Dans ce texte parodique, qui ne se veut pas argumentatif, mais invite à la réflexion, ce mot de forteresse signifie aussi bien refuge, protection, que territoire interdit: tout dépend si on se trouve à l'intérieur ou à l'extérieur (naguère des pays empêchaient leurs ressortissants de sortir, aujourd'hui d'autres empêchent des étrangers d'entrer).
Une forteresse abrite des principes, mais ceux-ci prennent froid facilement ou, tout simplement, ne sont plus dedans... Il n'est pas étonnant que Marina Skalova, dans ces conditions, ne se sente pas enfermée dans une seule patrie et que ce concept de patrie soit pour elle pluriel, c'est-à-dire source de richesses, mouvant, c'est-à-dire flux.
Marina Skalova lit, Simone Aubert chante et joue de la musique.
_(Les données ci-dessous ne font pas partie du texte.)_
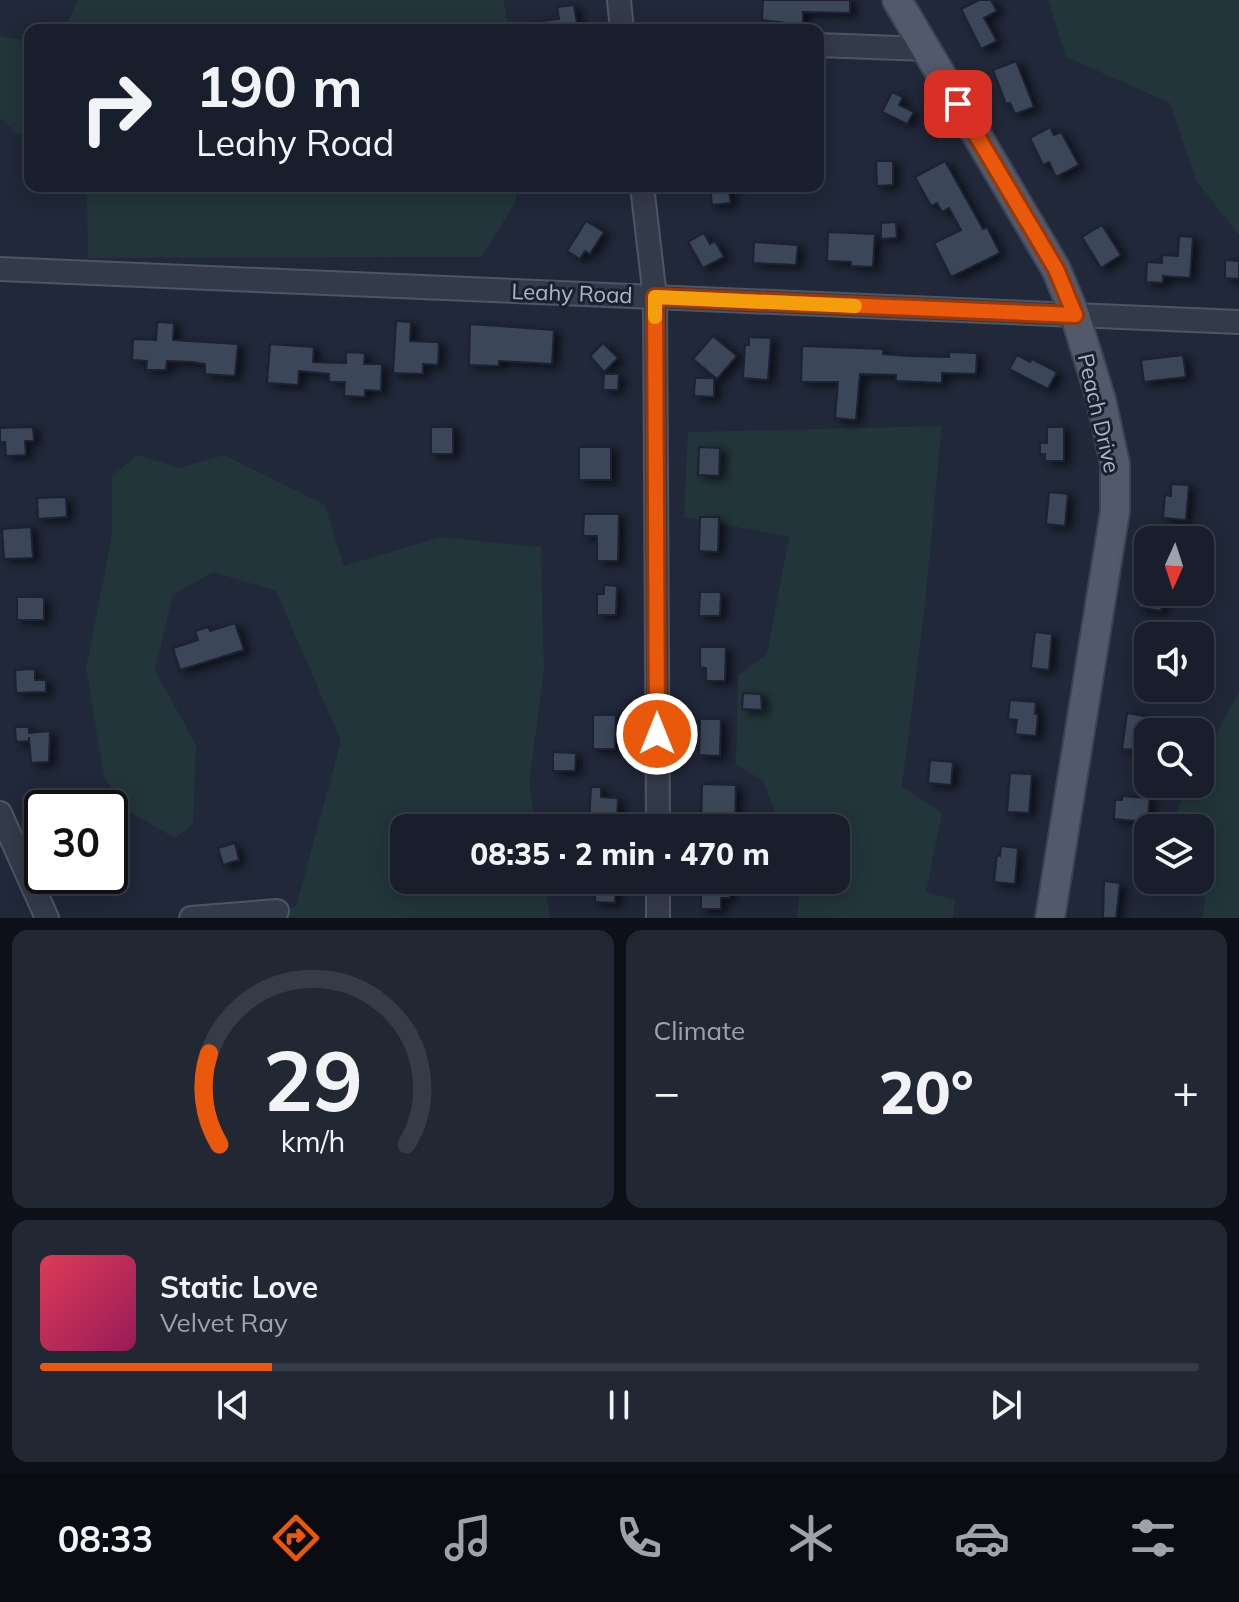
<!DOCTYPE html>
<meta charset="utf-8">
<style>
body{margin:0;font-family:Mulish,sans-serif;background:#212733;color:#f1f3f6;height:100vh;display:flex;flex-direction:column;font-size:30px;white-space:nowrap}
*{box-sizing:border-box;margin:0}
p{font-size:26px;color:#9fa2a9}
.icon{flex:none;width:44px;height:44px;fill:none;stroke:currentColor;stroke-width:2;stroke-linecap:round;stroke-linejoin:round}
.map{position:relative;height:918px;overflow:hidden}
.drawer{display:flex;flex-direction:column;gap:12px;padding:12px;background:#0d1018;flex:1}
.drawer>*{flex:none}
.top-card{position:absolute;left:24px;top:24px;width:800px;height:168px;border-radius:16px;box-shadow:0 4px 20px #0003,0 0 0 2px #363c47;background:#181e2b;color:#f1f3f6;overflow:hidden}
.needle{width:52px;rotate:183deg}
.fabs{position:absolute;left:1134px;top:526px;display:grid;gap:16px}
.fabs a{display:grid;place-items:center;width:80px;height:80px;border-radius:16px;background:#181e2b;box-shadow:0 4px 20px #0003,0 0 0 2px #363c47;font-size:40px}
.speed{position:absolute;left:24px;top:790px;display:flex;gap:16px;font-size:40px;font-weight:700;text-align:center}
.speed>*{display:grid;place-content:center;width:104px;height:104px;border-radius:50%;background:#181e2b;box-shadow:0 4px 20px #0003,0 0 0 2px #363c47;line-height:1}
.speed .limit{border:4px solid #111;border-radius:12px;background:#fff;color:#111}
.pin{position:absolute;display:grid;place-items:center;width:68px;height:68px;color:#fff;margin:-34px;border-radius:16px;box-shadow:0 4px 12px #0006}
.me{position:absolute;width:88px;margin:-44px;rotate:0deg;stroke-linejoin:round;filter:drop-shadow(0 0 6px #0008)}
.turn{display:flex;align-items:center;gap:28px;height:168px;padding:0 40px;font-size:36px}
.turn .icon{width:104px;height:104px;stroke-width:2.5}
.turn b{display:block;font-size:56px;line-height:68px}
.big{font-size:60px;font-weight:800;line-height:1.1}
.drawer .tile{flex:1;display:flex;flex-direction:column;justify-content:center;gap:12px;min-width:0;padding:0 28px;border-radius:16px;background:#212733}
.drawer .dial{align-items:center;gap:0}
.dial svg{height:208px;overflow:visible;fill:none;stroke:#363c47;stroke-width:7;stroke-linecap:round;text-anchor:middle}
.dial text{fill:#f1f3f6;stroke:none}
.song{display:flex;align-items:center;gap:24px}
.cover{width:96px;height:96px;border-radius:12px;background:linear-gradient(135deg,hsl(350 70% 55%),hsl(330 70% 35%))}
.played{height:8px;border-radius:4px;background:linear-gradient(90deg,#ea580c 20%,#363c47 20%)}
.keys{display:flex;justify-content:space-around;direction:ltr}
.heat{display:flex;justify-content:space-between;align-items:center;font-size:44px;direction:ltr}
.drawer .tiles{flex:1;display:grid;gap:12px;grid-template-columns:1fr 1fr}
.tile:last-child{grid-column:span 2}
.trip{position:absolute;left:390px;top:814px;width:460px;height:80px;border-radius:16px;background:#181e2b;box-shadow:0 4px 20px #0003,0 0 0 2px #363c47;font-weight:800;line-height:80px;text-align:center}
.dock{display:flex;height:128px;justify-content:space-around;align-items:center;background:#0a0c11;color:#9fa2a9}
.dock .icon{width:56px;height:56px}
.dock .active{color:#ea580c}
.dock b{font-size:36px;color:#f1f3f6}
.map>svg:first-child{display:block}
.green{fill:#22353a}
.building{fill:#3b4659;stroke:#1b2130;stroke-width:2;filter:url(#shadow)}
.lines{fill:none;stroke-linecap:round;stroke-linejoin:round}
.minor-casing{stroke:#4e5564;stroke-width:26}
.major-casing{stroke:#3d4353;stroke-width:32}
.minor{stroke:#333a49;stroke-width:22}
.major{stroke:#51596a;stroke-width:28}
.route-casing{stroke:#983908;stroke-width:20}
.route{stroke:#ea580c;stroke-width:14}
.slow{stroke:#f59e0b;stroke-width:14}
.labels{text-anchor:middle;stroke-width:6;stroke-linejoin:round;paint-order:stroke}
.street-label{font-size:22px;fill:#aeb5c6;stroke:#19202e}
</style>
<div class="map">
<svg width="1239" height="918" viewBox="0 0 1239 918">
<defs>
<filter id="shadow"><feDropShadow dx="6" dy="3.5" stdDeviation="4" flood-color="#0009"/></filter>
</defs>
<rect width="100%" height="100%" fill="#202839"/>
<g class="green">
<polygon points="78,0 503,0 510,30 64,30"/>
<polygon points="1048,0 1239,0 1239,235 1196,180 1170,103 1066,57"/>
<polygon points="0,36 30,41 30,133 18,134 0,118"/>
<polygon points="82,186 517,186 516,201 482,257 88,258 87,193"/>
<polygon points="942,426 924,613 902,786 942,813 926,892 955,900 953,918 797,918 800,891 797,880 836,880 836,828 781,828 763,781 736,764 738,676 767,654 789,537 684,517 688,432"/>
<polygon points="137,455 179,468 224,455 325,505 344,566 440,537 541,547 544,671 529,783 536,828 404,828 404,880 544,880 550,918 255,918 296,906 341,741 276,591 213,572 173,595 155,670 196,745 193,824 175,838 125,809 104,777 86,668 112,535 112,476"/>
<polygon points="1239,692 1239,918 1202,918 1205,899 1186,880 1200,880 1200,828 1168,828 1190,784 1200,784 1200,764"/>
</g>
<g class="building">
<polygon points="763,0 850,0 850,13 803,12 803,25 762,20"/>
<polygon points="979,0 991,0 997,11 984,18 997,41 981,49 961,9"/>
<polygon points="574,5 578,30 534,30 534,22 559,19 557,7"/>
<polygon points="1016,61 1034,107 1015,114 1010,103 1006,104 993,70"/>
<polygon points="892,92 903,97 899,105 914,112 907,124 882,112"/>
<polygon points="1050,127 1054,135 1061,132 1079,165 1056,177 1049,162 1043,165 1030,138"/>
<polygon points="876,161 893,161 893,185 877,186"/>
<polygon points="945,161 983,229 987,227 1000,253 951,277 934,243 961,230 949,208 942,212 937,203 931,206 915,177"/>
<polygon points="710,186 728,186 731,203 712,205"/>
<polygon points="586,221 604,232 590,254 585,251 580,259 567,251"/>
<polygon points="896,222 897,238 881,239 881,223"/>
<polygon points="1102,225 1121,255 1101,268 1082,237"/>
<polygon points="828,232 875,234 873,267 851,266 851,262 827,261"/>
<polygon points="704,233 710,244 715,241 724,257 703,268 688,242"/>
<polygon points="1179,236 1193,237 1190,278 1163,276 1163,283 1146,282 1147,262 1162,263 1162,255 1178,256"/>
<polygon points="754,242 798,245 796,265 753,263"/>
<polygon points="1225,260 1239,261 1239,279 1225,278"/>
<polygon points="396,321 411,322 410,341 439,342 438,365 423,364 423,374 393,373"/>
<polygon points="157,322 174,323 173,340 238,344 235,376 205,374 205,364 192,362 167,361 166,370 146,370 147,361 132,360 133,339 156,340"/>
<polygon points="470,324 554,330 552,364 499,361 499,366 469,365"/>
<polygon points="713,336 737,356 717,379 693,359"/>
<polygon points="749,337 771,338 768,380 743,378 745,345 749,345"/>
<polygon points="603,343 618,358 604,372 590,356"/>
<polygon points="270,344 314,347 313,362 346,363 346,352 365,353 364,364 382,364 381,391 365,390 365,397 344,396 345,382 329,382 329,374 299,371 298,385 267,383"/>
<polygon points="802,346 883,349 883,354 909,356 949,357 949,352 977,353 976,374 942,373 942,383 896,381 896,375 860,374 856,420 835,418 838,382 801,382"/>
<polygon points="1017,355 1030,362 1032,359 1057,372 1048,389 1009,369"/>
<polygon points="1183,355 1186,377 1144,382 1141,360"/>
<polygon points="604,374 619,374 618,390 603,390"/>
<polygon points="695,378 714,378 714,397 694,396"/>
<polygon points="33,427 34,441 25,441 26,455 6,456 5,442 0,442 0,428"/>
<rect x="431" y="427" width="22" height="27"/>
<polygon points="1047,427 1064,427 1064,461 1045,461 1045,454 1040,454 1040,443 1047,443"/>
<rect x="579" y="447" width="32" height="33"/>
<polygon points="699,447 720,448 719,476 698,475"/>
<polygon points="1171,484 1189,485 1186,520 1163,518 1165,495 1171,496"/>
<polygon points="1049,492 1068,494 1065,526 1046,524"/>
<polygon points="66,497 67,517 38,519 37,498"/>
<polygon points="584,514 619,514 618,561 597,561 597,536 583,536"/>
<polygon points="700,517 719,517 718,552 699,551"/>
<polygon points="31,527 33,558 4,559 2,529"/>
<polygon points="604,585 617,586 616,615 597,615 597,594 604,594"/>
<polygon points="700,592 721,592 720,616 699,616"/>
<polygon points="1141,592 1164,592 1161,611 1138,607"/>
<rect x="17" y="597" width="27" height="23"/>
<polygon points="235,623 244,650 180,670 173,648 198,640 195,631 208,627 210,631"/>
<polygon points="1140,625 1148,626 1148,687 1135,687"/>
<polygon points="1035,632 1052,634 1049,670 1031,668"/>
<polygon points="700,647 726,647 725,681 706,681 706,668 700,667"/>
<polygon points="35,669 35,680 46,680 46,692 16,693 15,670"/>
<polygon points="743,693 761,694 762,710 742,709"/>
<polygon points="1010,700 1036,702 1035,714 1038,714 1036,736 1015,734 1017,720 1008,719"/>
<polygon points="1127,713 1155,718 1152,732 1148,732 1148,734 1139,733 1137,750 1122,749"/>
<polygon points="593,715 616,715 615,749 593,749"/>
<polygon points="700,719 721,719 720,756 699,755"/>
<polygon points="15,727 29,727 29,733 50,731 49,762 31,763 29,737 29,741 16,742"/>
<polygon points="553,752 576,753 575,771 553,771"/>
<polygon points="930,760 953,762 951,785 928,783"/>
<polygon points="1010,773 1032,774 1029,813 1007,812"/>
<polygon points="702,784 736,785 735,828 701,826"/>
<polygon points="591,787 601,787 601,797 618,798 617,821 589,823"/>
<polygon points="1122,796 1150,798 1147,822 1114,819 1115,800 1122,800"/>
<polygon points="235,843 239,860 223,865 218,848"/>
<polygon points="1001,846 1018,848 1015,884 994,882 997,855 1000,856"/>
<polygon points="595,880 616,881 615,903 595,902"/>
<polygon points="701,880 730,880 730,898 721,898 721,909 701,909"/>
<polygon points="1104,881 1120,883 1116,918 1103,918"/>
</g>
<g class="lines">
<g class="minor-casing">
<g id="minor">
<polyline points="619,0 622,30"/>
<polyline points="818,45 926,49"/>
<polyline points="642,186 655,297 658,828"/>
<polyline points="0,269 1239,322"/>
<polyline points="0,813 47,918"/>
<polyline points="658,880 658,918"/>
<polyline points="191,918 277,911"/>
</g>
</g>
<g class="major-casing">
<polyline id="major" points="897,0 1056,269 1075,315 1101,400 1115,464 1115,511 1050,918"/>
</g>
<use href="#minor" class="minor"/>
<use href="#major" class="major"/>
</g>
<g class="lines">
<g class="route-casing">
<polyline id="route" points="657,734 655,297 1075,315 1056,269 958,104"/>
</g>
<use href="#route" class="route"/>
<polyline class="slow" points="655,317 655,297 855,306"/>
</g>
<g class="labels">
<g class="street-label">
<text transform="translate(572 293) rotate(2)" y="8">Leahy Road</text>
<text transform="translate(1099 413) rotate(77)" y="8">Peach Drive</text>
</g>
</g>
</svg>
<div class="fabs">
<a><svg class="needle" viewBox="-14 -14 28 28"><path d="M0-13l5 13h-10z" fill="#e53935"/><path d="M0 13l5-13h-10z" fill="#9fa2a9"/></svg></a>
<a><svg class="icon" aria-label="sound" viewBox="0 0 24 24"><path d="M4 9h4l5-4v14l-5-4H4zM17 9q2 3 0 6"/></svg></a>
<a><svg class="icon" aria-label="search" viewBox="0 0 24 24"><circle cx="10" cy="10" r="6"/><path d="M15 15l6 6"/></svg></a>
<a><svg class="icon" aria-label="layers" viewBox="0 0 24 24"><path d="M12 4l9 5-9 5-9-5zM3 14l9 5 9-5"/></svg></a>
</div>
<div class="speed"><div class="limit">30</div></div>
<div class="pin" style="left:958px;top:104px;background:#d93025"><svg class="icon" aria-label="arrive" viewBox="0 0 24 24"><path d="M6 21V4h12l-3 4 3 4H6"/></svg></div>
<svg class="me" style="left:657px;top:734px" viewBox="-20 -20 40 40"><circle r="17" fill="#ea580c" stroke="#fff" stroke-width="3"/><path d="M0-11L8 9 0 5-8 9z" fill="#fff"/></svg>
<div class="trip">08:35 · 2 min · 470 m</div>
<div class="top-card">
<div class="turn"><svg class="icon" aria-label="right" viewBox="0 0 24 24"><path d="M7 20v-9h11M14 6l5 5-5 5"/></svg><div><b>190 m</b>Leahy Road</div></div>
</div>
</div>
<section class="drawer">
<div class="tiles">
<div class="tile dial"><svg viewBox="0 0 100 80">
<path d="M14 69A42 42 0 1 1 86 69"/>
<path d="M14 69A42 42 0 0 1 10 34" stroke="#ea580c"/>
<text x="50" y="56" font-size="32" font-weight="700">29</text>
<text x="50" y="72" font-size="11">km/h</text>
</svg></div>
<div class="tile"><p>Climate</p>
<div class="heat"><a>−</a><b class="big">20°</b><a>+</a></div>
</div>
<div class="tile">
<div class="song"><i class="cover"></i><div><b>Static Love</b><p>Velvet Ray</p></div></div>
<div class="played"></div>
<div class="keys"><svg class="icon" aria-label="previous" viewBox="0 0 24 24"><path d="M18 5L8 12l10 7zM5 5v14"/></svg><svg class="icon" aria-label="pause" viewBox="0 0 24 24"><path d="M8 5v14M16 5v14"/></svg><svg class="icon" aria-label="next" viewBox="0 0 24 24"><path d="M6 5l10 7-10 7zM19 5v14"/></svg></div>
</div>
</div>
</section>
<nav class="dock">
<b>08:33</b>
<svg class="icon active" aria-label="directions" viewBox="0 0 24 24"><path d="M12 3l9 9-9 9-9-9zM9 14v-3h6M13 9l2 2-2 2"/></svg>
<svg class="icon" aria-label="music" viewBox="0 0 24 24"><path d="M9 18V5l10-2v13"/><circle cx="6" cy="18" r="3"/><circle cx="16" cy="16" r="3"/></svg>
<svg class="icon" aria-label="phone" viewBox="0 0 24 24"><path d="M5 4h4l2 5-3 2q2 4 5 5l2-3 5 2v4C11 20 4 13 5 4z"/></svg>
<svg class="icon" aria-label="climate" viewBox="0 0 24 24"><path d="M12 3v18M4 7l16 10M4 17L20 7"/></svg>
<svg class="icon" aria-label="car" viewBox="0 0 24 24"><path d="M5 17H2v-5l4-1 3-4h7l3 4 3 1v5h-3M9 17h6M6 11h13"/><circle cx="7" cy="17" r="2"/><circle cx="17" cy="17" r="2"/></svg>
<svg class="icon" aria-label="filters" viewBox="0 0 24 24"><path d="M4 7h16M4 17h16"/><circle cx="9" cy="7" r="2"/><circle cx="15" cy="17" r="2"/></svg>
</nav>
Alternativement, ou de concert... Si bien que leur duo ressemble à une performance et est performance, si bien que l'auditoire est suspendu aux mots et aux notes, si bien qu'en lui se grave des passages comme celui-là (où la contradiction humaine éclate crûment aux yeux), tiré d'Exploration du flux, publié dans la mythique collection Fiction & Cie du Seuil, (ce qui n'est pas une assurance sociale pour la suite):
Une frontière, c'est ce qui permet de séparer une chose d'une autre chose, il faut séparer pour faire une différence, pour pouvoir dire que l'un est l'un et que l'autre est l'autre, et que même si on peut bien s'aimer l'un l'autre, l'autre ne peut pas rester auprès de l'un tout le temps, l'un ne peut pas garder l'autre indéfiniment, dans les mathématiques, on dit bien un plus un, et pas un plus autre, parce que malgré tout, même si on peut franchir des frontières pour se rencontrer, l'un reste l'un et l'autre reste l'autre. On ne mélange pas les serviettes et les torchons, les moutons restent des moutons, les cochons restent des cochons.